Returning movement and sensation to the face
In ongoing work, through a study funded by the U.S. Department of Defense, Pomahac and colleagues are looking further into face transplant patient outcomes with the goal of developing standard guidelines for the field to follow. They’re studying not only transplant rejection, but more fine-level outcomes, including how well patients regain movement and sensation in their transplanted faces. Surgeons carefully reconnect as many of the delicate branches of the facial nerve to the new face as they can, but this can be challenging because sometimes this tissue is significantly damaged from the original injury.
All the 10 patients whose face transplants were performed by Pomahac (all his face transplant surgeries were performed at Brigham and Women’s Hospital in Boston, before he joined YSM in 2021), see a return of motor function at around 50 to 60% of normal levels, he said.

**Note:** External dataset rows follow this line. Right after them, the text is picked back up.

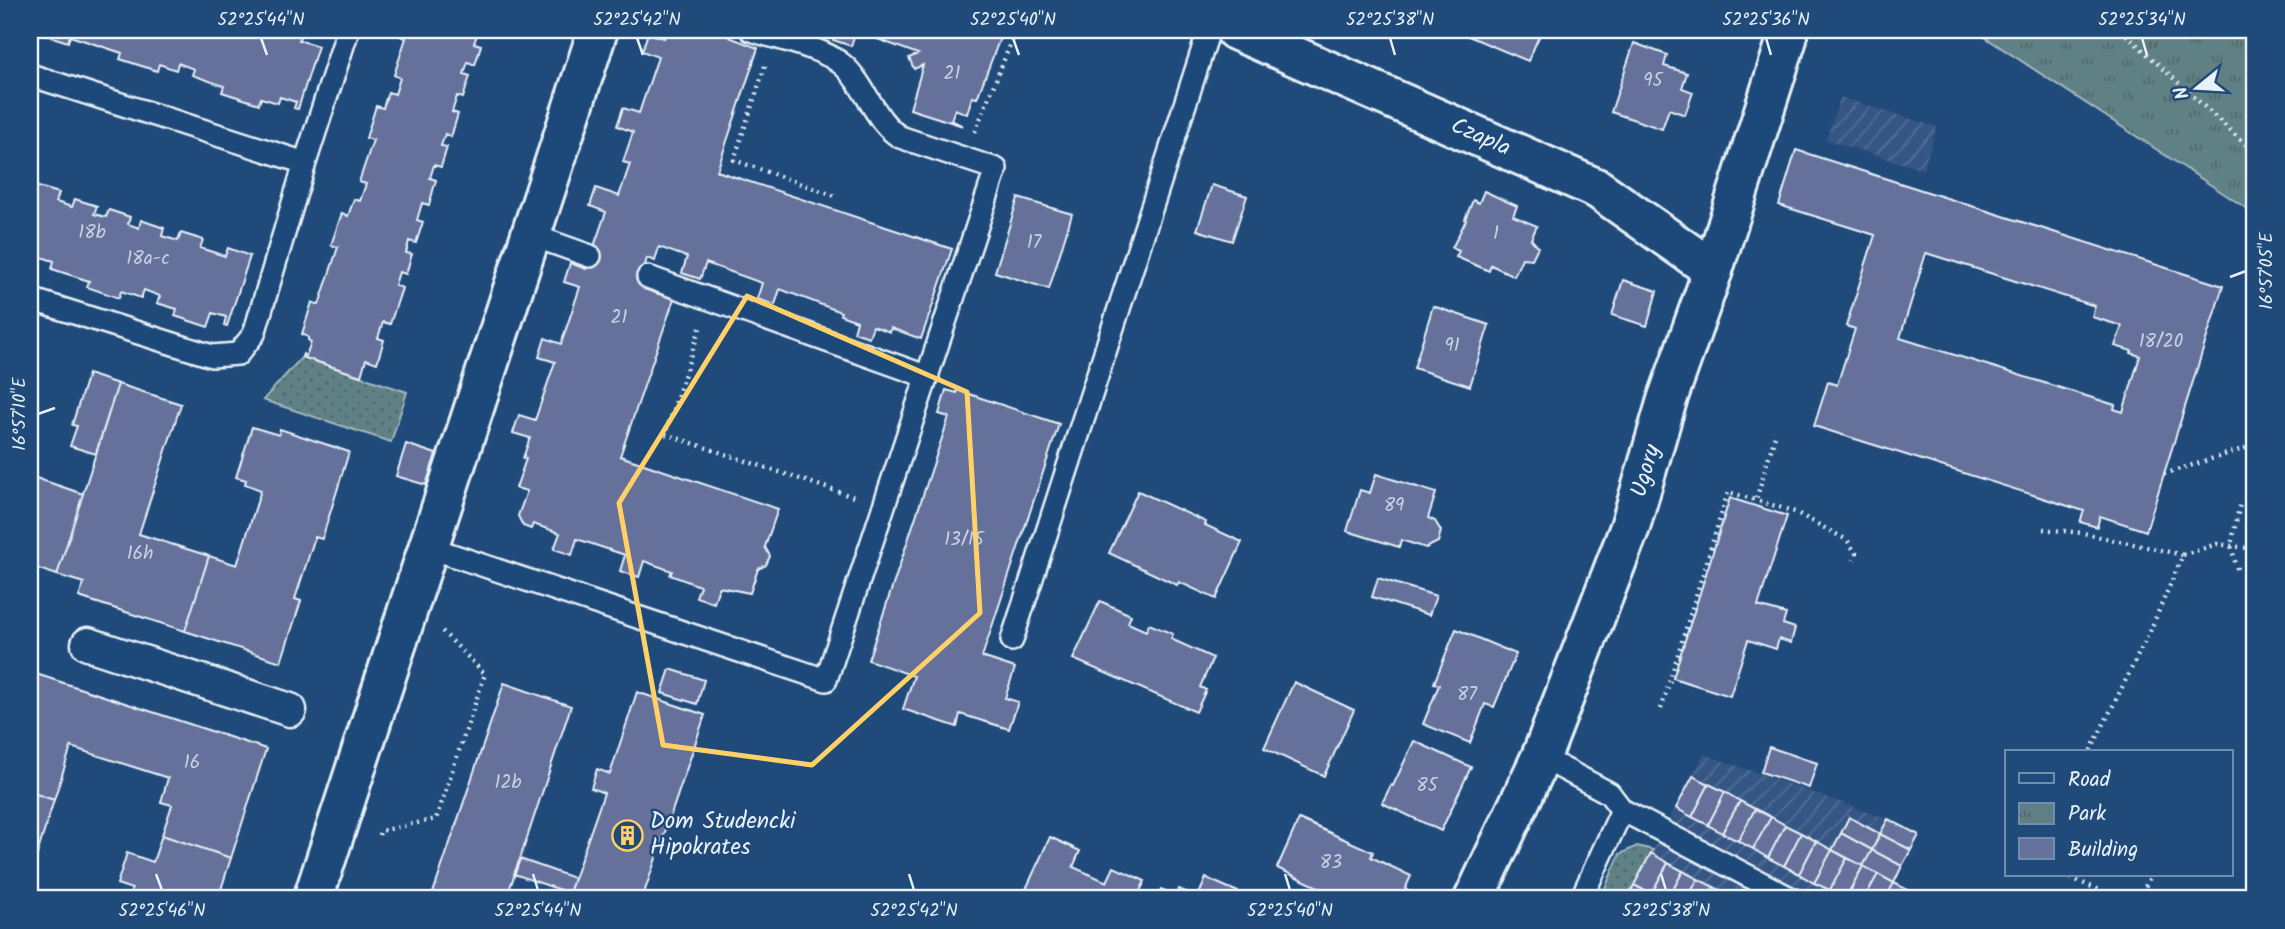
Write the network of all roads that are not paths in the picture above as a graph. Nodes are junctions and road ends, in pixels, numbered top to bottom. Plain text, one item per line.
1 (348, 30) edge
2 (598, 30) edge
3 (751, 30) edge
4 (1209, 30) edge
5 (1235, 30) edge
6 (1788, 34) edge
7 (30, 75) edge
8 (305, 163) junction
9 (531, 235) junction
10 (590, 256) dead end
11 (1713, 270) junction
12 (648, 276) dead end
13 (30, 299) edge
14 (928, 377) junction
15 (428, 547) junction
16 (1012, 640) dead end
17 (88, 644) dead end
18 (290, 710) dead end
19 (1541, 757) junction
20 (1622, 810) junction
21 (313, 899) edge
22 (1474, 899) edge
23 (1581, 899) edge
24 (1792, 899) edge

1 - 8 lane
2 - 9 street
3 - 14 lane
4 - 16 lane
5 - 11 street, Czapla
6 - 11 street, Ugory
7 - 8 lane
8 - 13 lane
9 - 10 lane
9 - 15 street
11 - 19 street, Ugory
12 - 14 lane
14 - 15 lane
15 - 21 street
17 - 18 street
19 - 20 lane
19 - 22 street, Ugory
20 - 23 lane
20 - 24 lane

By and large, these patients can now express emotions through their face, for example by smiling, although they may only manage a half smile, and their speech has improved from deficits to the mouth and jaw that resulted from the original trauma. Return of feeling to the new face seems more variable. Some of his patients have full sensation in their new faces while some have almost none, Pomahac said.
While the field of face transplantation surgery continues to improve, especially as the providers work more closely together, Pomahac hopes that the greatest advances may come from improvements to immune-suppressing medication, an active area of research. If medications could be developed that allow patients to successfully retain their transplants without causing chronic immune suppression, “there’s huge potential that the techniques we have developed could be broadly applicable to vast numbers of patients, especially for transplantation of facial subunits,” Pomahac said.